* **Records contained in a dataset**:
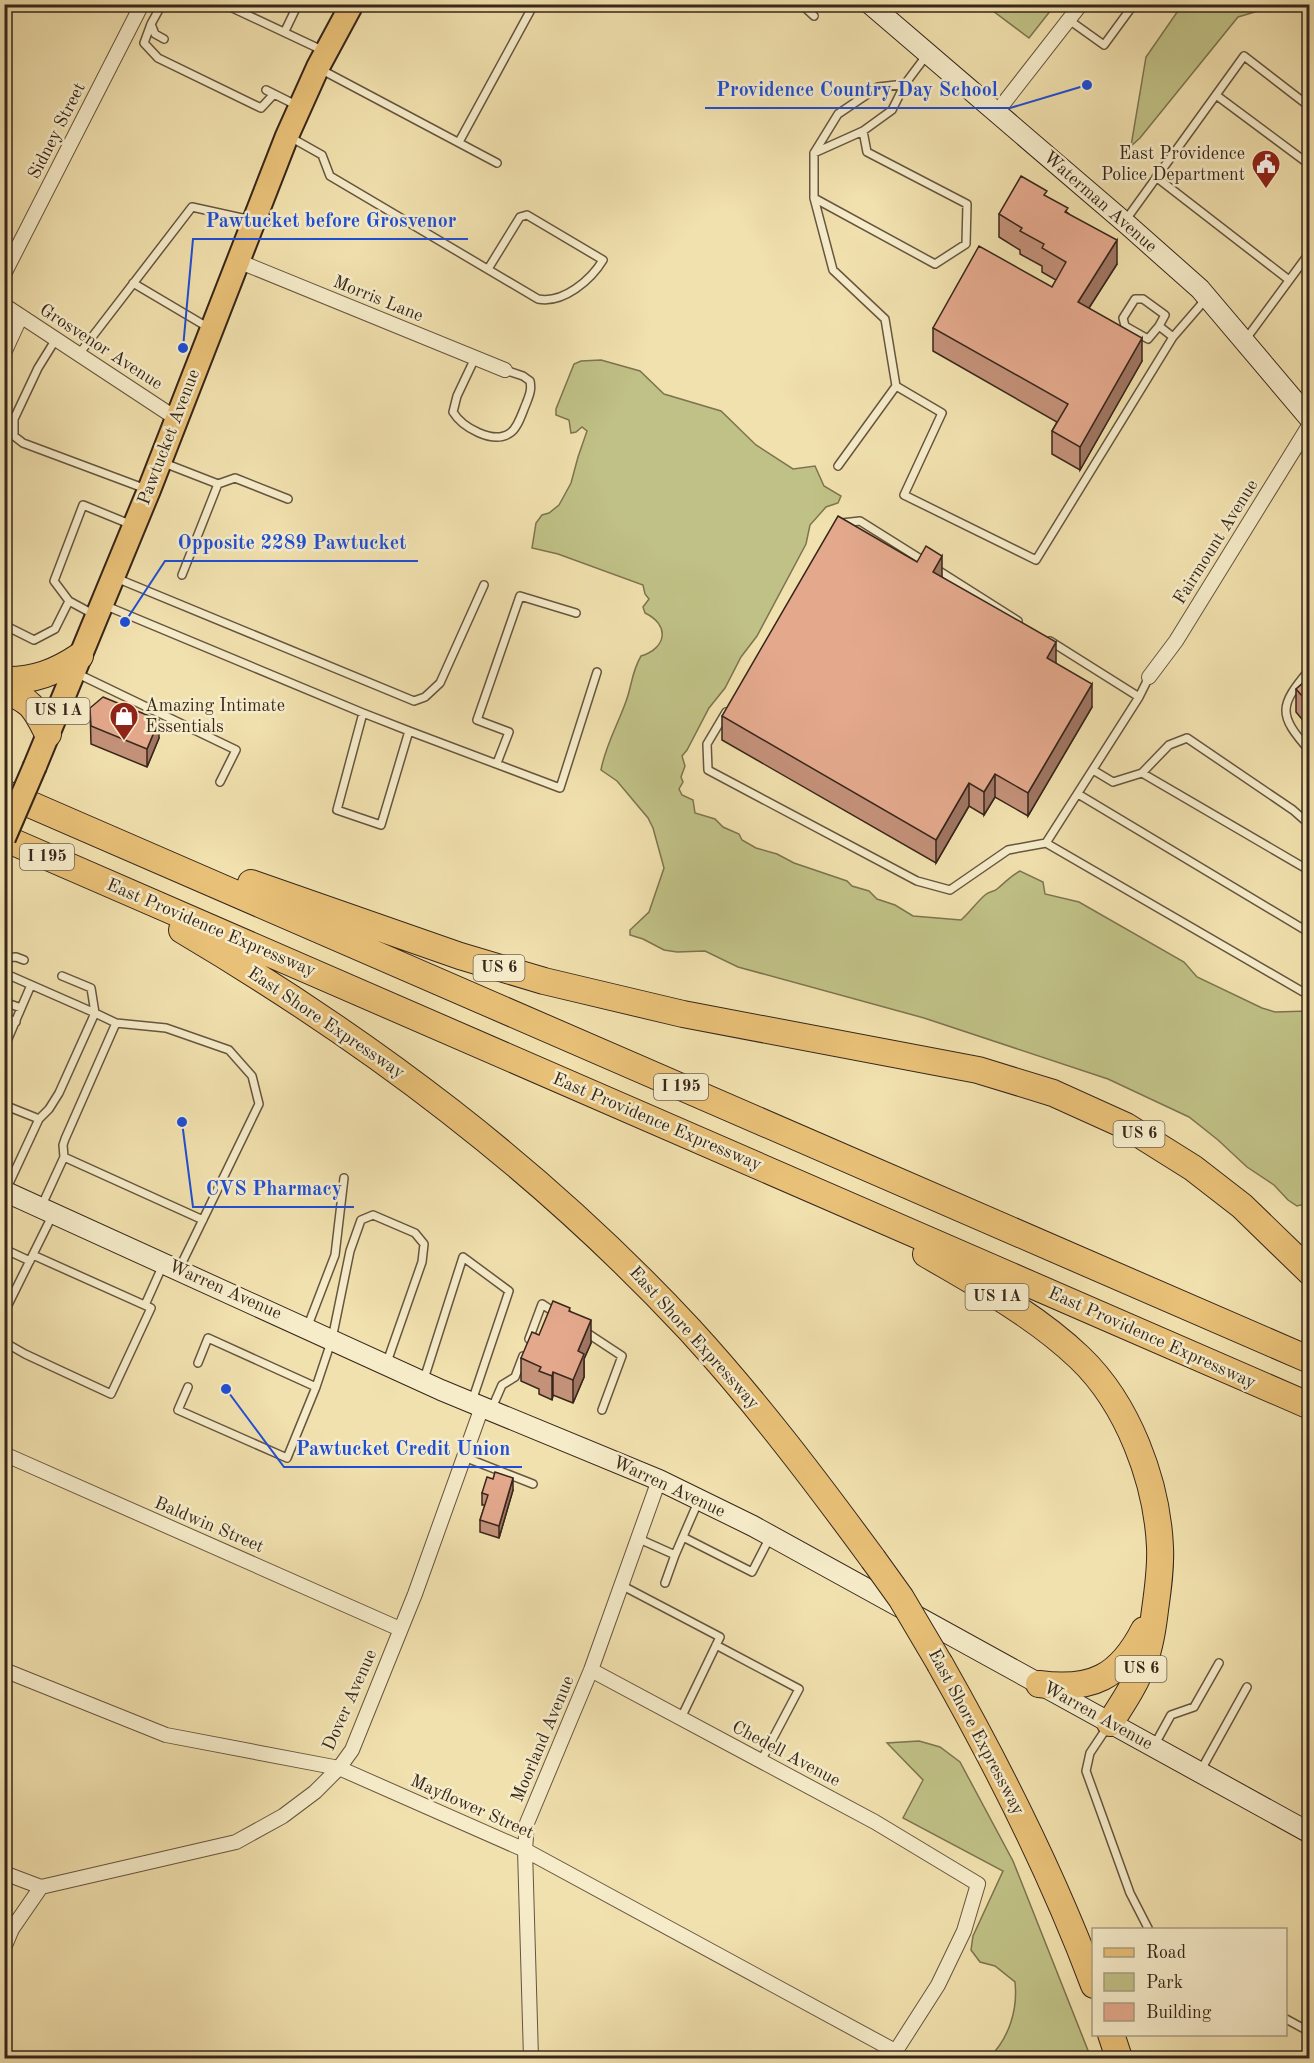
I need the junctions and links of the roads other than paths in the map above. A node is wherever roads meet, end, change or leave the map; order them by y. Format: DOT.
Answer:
graph roads {
  1 [pos="142,4"];
  2 [pos="162,4"];
  3 [pos="224,4"];
  4 [pos="298,4"];
  5 [pos="352,4"];
  6 [pos="534,4"];
  7 [pos="801,4"];
  8 [pos="870,4"];
  9 [pos="1081,4"];
  10 [pos="1134,4"];
  11 [pos="814,16"];
  12 [pos="1070,20"];
  13 [pos="151,24"];
  14 [pos="285,32"];
  15 [pos="164,39"];
  16 [pos="927,54"];
  17 [pos="322,60"];
  18 [pos="905,84"];
  19 [pos="266,90"];
  20 [pos="274,94"];
  21 [pos="1216,95"];
  22 [pos="300,107"];
  23 [pos="1310,107"];
  24 [pos="996,113"];
  25 [pos="863,131"];
  26 [pos="287,136"];
  27 [pos="459,142"];
  28 [pos="814,153"];
  29 [pos="497,163"];
  30 [pos="1310,165"];
  31 [pos="1156,177"];
  32 [pos="814,198"];
  33 [pos="254,220"];
  34 [pos="1124,222"];
  35 [pos="1310,252"];
  36 [pos="238,261"];
  37 [pos="488,269"];
  38 [pos="4,274"];
  39 [pos="1289,280"];
  40 [pos="133,283"];
  41 [pos="1207,297"];
  42 [pos="4,304"];
  43 [pos="21,315"];
  44 [pos="1159,326"];
  45 [pos="212,330"];
  46 [pos="1173,337"];
  47 [pos="56,339"];
  48 [pos="1245,341"];
  49 [pos="4,353"];
  50 [pos="79,354"];
  51 [pos="475,358"];
  52 [pos="505,369"];
  53 [pos="896,386"];
  54 [pos="177,418"];
  55 [pos="1310,419"];
  56 [pos="1310,424"];
  57 [pos="160,462"];
  58 [pos="838,466"];
  59 [pos="218,484"];
  60 [pos="149,490"];
  61 [pos="288,499"];
  62 [pos="836,524"];
  63 [pos="134,526"];
  64 [pos="182,575"];
  65 [pos="113,577"];
  66 [pos="484,585"];
  67 [pos="69,601"];
  68 [pos="100,610"];
  69 [pos="576,613"];
  70 [pos="4,625"];
  71 [pos="1029,628"];
  72 [pos="1039,634"];
  73 [pos="77,664"];
  74 [pos="1310,669"];
  75 [pos="597,672"];
  76 [pos="1149,676"];
  77 [pos="4,681"];
  78 [pos="4,691"];
  79 [pos="1139,697"];
  80 [pos="730,704"];
  81 [pos="363,714"];
  82 [pos="409,731"];
  83 [pos="48,734"];
  84 [pos="1310,751"];
  85 [pos="497,763"];
  86 [pos="1093,770"];
  87 [pos="1142,773"];
  88 [pos="220,782"];
  89 [pos="4,793"];
  90 [pos="1078,794"];
  91 [pos="52,813"];
  92 [pos="1310,825"];
  93 [pos="4,838"];
  94 [pos="1046,843"];
  95 [pos="1310,871"];
  96 [pos="89,875"];
  97 [pos="1310,933"];
  98 [pos="4,958"];
  99 [pos="24,960"];
  100 [pos="4,973"];
  101 [pos="62,976"];
  102 [pos="31,985"];
  103 [pos="1310,996"];
  104 [pos="7,1002"];
  105 [pos="21,1008"];
  106 [pos="95,1013"];
  107 [pos="4,1017"];
  108 [pos="16,1022"];
  109 [pos="116,1023"];
  110 [pos="7,1036"];
  111 [pos="4,1048"];
  112 [pos="4,1106"];
  113 [pos="39,1119"];
  114 [pos="64,1157"];
  115 [pos="344,1178"];
  116 [pos="5,1191"];
  117 [pos="835,1199"];
  118 [pos="47,1211"];
  119 [pos="203,1220"];
  120 [pos="4,1249"];
  121 [pos="32,1258"];
  122 [pos="172,1266"];
  123 [pos="1310,1272"];
  124 [pos="145,1305"];
  125 [pos="4,1313"];
  126 [pos="562,1317"];
  127 [pos="572,1324"];
  128 [pos="306,1328"];
  129 [pos="332,1339"];
  130 [pos="4,1341"];
  131 [pos="1310,1360"];
  132 [pos="198,1363"];
  133 [pos="386,1364"];
  134 [pos="423,1382"];
  135 [pos="188,1387"];
  136 [pos="316,1387"];
  137 [pos="1310,1406"];
  138 [pos="482,1407"];
  139 [pos="602,1410"];
  140 [pos="4,1454"];
  141 [pos="464,1457"];
  142 [pos="659,1480"];
  143 [pos="533,1484"];
  144 [pos="699,1498"];
  145 [pos="770,1536"];
  146 [pos="683,1537"];
  147 [pos="637,1538"];
  148 [pos="675,1555"];
  149 [pos="665,1583"];
  150 [pos="621,1585"];
  151 [pos="1156,1608"];
  152 [pos="400,1629"];
  153 [pos="716,1645"];
  154 [pos="1219,1663"];
  155 [pos="4,1670"];
  156 [pos="591,1670"];
  157 [pos="1039,1684"];
  158 [pos="1246,1687"];
  159 [pos="681,1718"];
  160 [pos="1110,1723"];
  161 [pos="1153,1747"];
  162 [pos="761,1761"];
  163 [pos="339,1768"];
  164 [pos="1200,1772"];
  165 [pos="1310,1833"];
  166 [pos="525,1850"];
  167 [pos="4,1873"];
  168 [pos="41,1887"];
  169 [pos="1148,1928"];
  170 [pos="4,1948"];
  171 [pos="1092,1980"];
  172 [pos="1287,2020"];
  173 [pos="1310,2032"];
  174 [pos="1112,2036"];
  175 [pos="893,2055"];
  176 [pos="531,2058"];
  177 [pos="1119,2058"];
  1 -- 38 [label="street, Sidney Street"];
  2 -- 13 [label="lane"];
  3 -- 14 [label="lane"];
  4 -- 14 [label="lane"];
  5 -- 17 [label="main road, Pawtucket Avenue / US 1A"];
  6 -- 27 [label="lane"];
  7 -- 11 [label="lane"];
  8 -- 16 [label="main road, Waterman Avenue"];
  9 -- 12 [label="street"];
  10 -- 12 [label="lane"];
  12 -- 24 [label="street"];
  13 -- 15 [label="lane"];
  13 -- 20 [label="lane"];
  14 -- 17 [label="lane"];
  16 -- 18 [label="lane"];
  16 -- 24 [label="main road, Waterman Avenue"];
  17 -- 22 [label="main road, Pawtucket Avenue / US 1A"];
  17 -- 27 [label="lane"];
  18 -- 25 [label="lane"];
  18 -- 28 [label="lane"];
  19 -- 20 [label="lane"];
  20 -- 22 [label="lane"];
  21 -- 23 [label="lane"];
  21 -- 30 [label="lane"];
  21 -- 31 [label="lane"];
  22 -- 26 [label="main road, Pawtucket Avenue / US 1A"];
  24 -- 34 [label="main road, Waterman Avenue"];
  25 -- 28 [label="lane"];
  25 -- 32 [label="lane"];
  26 -- 33 [label="main road, Pawtucket Avenue / US 1A"];
  26 -- 37 [label="lane"];
  27 -- 29 [label="lane"];
  28 -- 32 [label="lane"];
  31 -- 34 [label="lane"];
  31 -- 39 [label="lane"];
  32 -- 53 [label="lane"];
  33 -- 36 [label="main road, Pawtucket Avenue / US 1A"];
  33 -- 40 [label="lane"];
  34 -- 41 [label="main road, Waterman Avenue"];
  35 -- 39 [label="lane"];
  36 -- 45 [label="main road, Pawtucket Avenue / US 1A"];
  36 -- 51 [label="street, Morris Lane"];
  37 -- 37 [label="lane"];
  39 -- 48 [label="lane"];
  40 -- 45 [label="lane"];
  40 -- 50 [label="lane"];
  41 -- 46 [label="lane"];
  41 -- 48 [label="main road, Waterman Avenue"];
  42 -- 43 [label="street, Grosvenor Avenue"];
  43 -- 47 [label="street, Grosvenor Avenue"];
  43 -- 49 [label="street"];
  44 -- 44 [label="lane"];
  44 -- 46 [label="lane"];
  45 -- 54 [label="main road, Pawtucket Avenue / US 1A"];
  46 -- 53 [label="lane"];
  47 -- 50 [label="street, Grosvenor Avenue"];
  47 -- 60 [label="lane"];
  48 -- 55 [label="main road, Waterman Avenue"];
  50 -- 54 [label="street, Grosvenor Avenue"];
  51 -- 52 [label="street, Morris Lane"];
  51 -- 52 [label="lane"];
  53 -- 58 [label="lane"];
  54 -- 57 [label="main road, Pawtucket Avenue / US 1A"];
  56 -- 76 [label="street, Fairmount Avenue"];
  57 -- 59 [label="lane"];
  57 -- 60 [label="main road, Pawtucket Avenue / US 1A"];
  59 -- 61 [label="lane"];
  59 -- 64 [label="lane"];
  60 -- 63 [label="main road, Pawtucket Avenue / US 1A"];
  62 -- 71 [label="lane"];
  63 -- 65 [label="main road, Pawtucket Avenue / US 1A"];
  63 -- 67 [label="lane"];
  65 -- 66 [label="lane"];
  65 -- 68 [label="main road, Pawtucket Avenue / US 1A"];
  67 -- 68 [label="lane"];
  67 -- 70 [label="lane"];
  68 -- 73 [label="main road, Pawtucket Avenue / US 1A"];
  68 -- 81 [label="lane"];
  69 -- 85 [label="lane"];
  72 -- 79 [label="lane"];
  73 -- 77 [label="highway, US 1A"];
  73 -- 83 [label="main road, Pawtucket Avenue / US 1A"];
  73 -- 88 [label="lane"];
  74 -- 84 [label="lane"];
  75 -- 85 [label="lane"];
  76 -- 79 [label="lane"];
  78 -- 83 [label="highway"];
  79 -- 86 [label="lane"];
  80 -- 94 [label="lane"];
  81 -- 82 [label="lane"];
  81 -- 82 [label="lane"];
  82 -- 85 [label="lane"];
  83 -- 93 [label="main road, Pawtucket Avenue / US 1A, bridge"];
  86 -- 87 [label="lane"];
  86 -- 90 [label="lane"];
  87 -- 92 [label="lane"];
  87 -- 95 [label="lane"];
  89 -- 91 [label="highway, I 195"];
  90 -- 94 [label="lane"];
  90 -- 97 [label="lane"];
  91 -- 123 [label="highway, US 6"];
  91 -- 131 [label="highway, I 195"];
  93 -- 96 [label="highway, East Providence Expressway / I 195"];
  94 -- 103 [label="lane"];
  96 -- 117 [label="highway, East Providence Expressway / I 195"];
  96 -- 171 [label="highway, East Shore Expressway, bridge"];
  98 -- 99 [label="lane"];
  100 -- 102 [label="lane"];
  101 -- 106 [label="lane"];
  102 -- 105 [label="lane"];
  102 -- 106 [label="lane"];
  104 -- 105 [label="lane"];
  105 -- 108 [label="lane"];
  106 -- 109 [label="lane"];
  106 -- 113 [label="lane"];
  107 -- 108 [label="lane"];
  108 -- 110 [label="lane"];
  109 -- 114 [label="lane"];
  109 -- 119 [label="lane"];
  110 -- 111 [label="lane"];
  112 -- 113 [label="lane"];
  113 -- 116 [label="lane"];
  114 -- 118 [label="lane"];
  114 -- 119 [label="lane"];
  115 -- 128 [label="lane"];
  116 -- 118 [label="main road, Warren Avenue / US 1A"];
  117 -- 137 [label="highway, East Providence Expressway / I 195"];
  117 -- 151 [label="highway, US 1A"];
  118 -- 121 [label="lane"];
  118 -- 122 [label="main road, Warren Avenue / US 1A"];
  119 -- 122 [label="lane"];
  120 -- 121 [label="lane"];
  121 -- 124 [label="lane"];
  121 -- 125 [label="lane"];
  122 -- 124 [label="lane"];
  122 -- 128 [label="main road, Warren Avenue / US 1A"];
  124 -- 130 [label="lane"];
  126 -- 138 [label="lane"];
  127 -- 139 [label="lane"];
  128 -- 129 [label="main road, Warren Avenue / US 1A"];
  129 -- 133 [label="main road, Warren Avenue / US 1A"];
  129 -- 133 [label="lane"];
  129 -- 136 [label="lane"];
  132 -- 136 [label="lane"];
  133 -- 134 [label="main road, Warren Avenue / US 1A"];
  134 -- 138 [label="main road, Warren Avenue / US 1A"];
  134 -- 138 [label="lane"];
  135 -- 136 [label="lane"];
  138 -- 141 [label="street, Dover Avenue"];
  138 -- 142 [label="main road, Warren Avenue / US 1A"];
  140 -- 152 [label="street, Baldwin Street"];
  141 -- 143 [label="lane"];
  141 -- 152 [label="street, Dover Avenue"];
  142 -- 144 [label="main road, Warren Avenue / US 1A"];
  142 -- 147 [label="street, Moorland Avenue"];
  144 -- 145 [label="main road, Warren Avenue / US 1A"];
  144 -- 146 [label="lane"];
  145 -- 146 [label="lane"];
  145 -- 157 [label="main road, Warren Avenue / US 1A"];
  146 -- 148 [label="lane"];
  147 -- 148 [label="lane"];
  147 -- 150 [label="street, Moorland Avenue"];
  148 -- 149 [label="lane"];
  150 -- 153 [label="lane"];
  150 -- 156 [label="street, Moorland Avenue"];
  151 -- 157 [label="highway, US 1A"];
  151 -- 160 [label="highway, US 6"];
  152 -- 163 [label="street, Dover Avenue"];
  153 -- 159 [label="lane"];
  153 -- 162 [label="lane"];
  154 -- 161 [label="lane"];
  155 -- 163 [label="street, Mayflower Street"];
  156 -- 159 [label="street, Chedell Avenue"];
  156 -- 166 [label="street, Moorland Avenue"];
  157 -- 160 [label="main road, Warren Avenue"];
  158 -- 164 [label="lane"];
  159 -- 162 [label="street, Chedell Avenue"];
  160 -- 161 [label="main road, Warren Avenue"];
  160 -- 169 [label="lane"];
  161 -- 164 [label="main road, Warren Avenue"];
  162 -- 175 [label="street, Chedell Avenue"];
  163 -- 166 [label="street, Mayflower Street"];
  163 -- 168 [label="street, Dover Avenue"];
  164 -- 165 [label="main road, Warren Avenue"];
  166 -- 175 [label="street, Mayflower Street"];
  166 -- 176 [label="street, Moorland Avenue"];
  167 -- 168 [label="street"];
  168 -- 170 [label="street"];
  172 -- 173 [label="lane"];
  174 -- 177 [label="highway"];
}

* **Your goal**: Which lines of the records above hold the word "Mayflower"? Copy each of them.

* **Exercise solution**:
  155 -- 163 [label="street, Mayflower Street"];
  163 -- 166 [label="street, Mayflower Street"];
  166 -- 175 [label="street, Mayflower Street"];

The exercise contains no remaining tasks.